'RealMoney' Radio Recap: Market Madness

03/17/06 - 03:11 PM EST

MNI , KRI , T , BLS , COF , NFB , GS , LEH , BSC , XOM , CVX , COP , UPL , OXY , URBN , C , BBY , SHLD , LLL , NBR , GSF , SLB  
TheStreet.com Staff

"If you're in college taking a course in economics, or if you hold a steady job and are just barely getting into the world of investing, or if you're just plain curious about the world around you, today is a great day to learn a lot about the stock market," Jim Cramer told his "RealMoney" radio show listeners Friday.

That's because after six lean years, Wall Street is excited again as stocks representing "every nook and cranny of the economy" post a broad-based rally.

It's not just tech or medical, Cramer said, and many of these companies are reaching all-time highs -- or highs not seen in six years. "This rally has breadth," he added.

It seems counterintuitive, he said, given the fact that there's bad news everywhere. "The Iraq war ... and problems in the Middle East dominate the news," he said. "The deficit is out of control ... the government has no fiscal discipline. Foreclosures are up, home equity loans are down.
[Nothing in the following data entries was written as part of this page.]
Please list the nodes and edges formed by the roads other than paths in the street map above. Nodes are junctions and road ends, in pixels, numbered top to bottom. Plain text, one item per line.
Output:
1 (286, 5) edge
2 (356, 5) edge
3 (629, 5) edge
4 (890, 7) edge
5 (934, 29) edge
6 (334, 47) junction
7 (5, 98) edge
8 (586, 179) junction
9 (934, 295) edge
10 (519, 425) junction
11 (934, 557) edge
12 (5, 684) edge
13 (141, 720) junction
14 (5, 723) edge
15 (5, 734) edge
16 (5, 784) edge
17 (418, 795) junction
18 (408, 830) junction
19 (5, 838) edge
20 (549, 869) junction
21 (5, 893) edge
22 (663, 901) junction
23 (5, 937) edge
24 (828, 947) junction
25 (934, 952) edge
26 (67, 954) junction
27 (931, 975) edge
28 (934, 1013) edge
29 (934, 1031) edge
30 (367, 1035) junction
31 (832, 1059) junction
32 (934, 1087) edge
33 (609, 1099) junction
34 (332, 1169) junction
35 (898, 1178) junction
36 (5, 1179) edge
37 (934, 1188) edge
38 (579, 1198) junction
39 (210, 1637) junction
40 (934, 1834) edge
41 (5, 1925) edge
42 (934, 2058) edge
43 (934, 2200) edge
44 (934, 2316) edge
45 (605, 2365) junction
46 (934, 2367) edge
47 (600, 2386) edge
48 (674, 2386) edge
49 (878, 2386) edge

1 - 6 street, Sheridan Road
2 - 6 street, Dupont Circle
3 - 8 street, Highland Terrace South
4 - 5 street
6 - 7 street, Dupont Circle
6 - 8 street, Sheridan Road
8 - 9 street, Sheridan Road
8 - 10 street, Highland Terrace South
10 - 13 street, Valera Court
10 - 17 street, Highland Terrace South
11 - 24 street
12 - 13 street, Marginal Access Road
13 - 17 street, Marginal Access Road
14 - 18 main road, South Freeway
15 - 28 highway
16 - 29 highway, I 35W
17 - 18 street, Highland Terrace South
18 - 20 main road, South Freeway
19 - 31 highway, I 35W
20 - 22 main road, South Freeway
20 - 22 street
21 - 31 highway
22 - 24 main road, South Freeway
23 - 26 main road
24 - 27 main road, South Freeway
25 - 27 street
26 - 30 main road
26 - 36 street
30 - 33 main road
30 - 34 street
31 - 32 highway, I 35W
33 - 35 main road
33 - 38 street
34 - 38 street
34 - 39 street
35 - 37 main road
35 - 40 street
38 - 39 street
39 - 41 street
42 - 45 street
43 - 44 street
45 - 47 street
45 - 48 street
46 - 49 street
Inflation is higher ... and the U.S. government just raised the debt level to pay the bills."

But he believes that three reasons justify the exuberance:

First, there have been more mergers and acquisitions "than I have seen perhaps ever," Cramer said, pointing to McClatchy(MNI Quote) buying Knight Ridder(KRI Quote), AT&T(T Quote) buying BellSouth and Capital One(COF Quote) buying North Fork Bank(NFB Quote) as examples.

Close to $150 billion was booked in deals in just the last 10 days, he said. This shows that even though the stock market junkies, the people who determine prices daily, don't have a lot of enthusiasm for stocks, the companies themselves see real value in the market.

"Take your cues from the players, not from the talking head portfolio managers on TV and in the papers," he said.

Plus, real estate is done, he said, citing a report from the Federal Reserve that said the sector is slowing. Money from real estate is going back into stocks.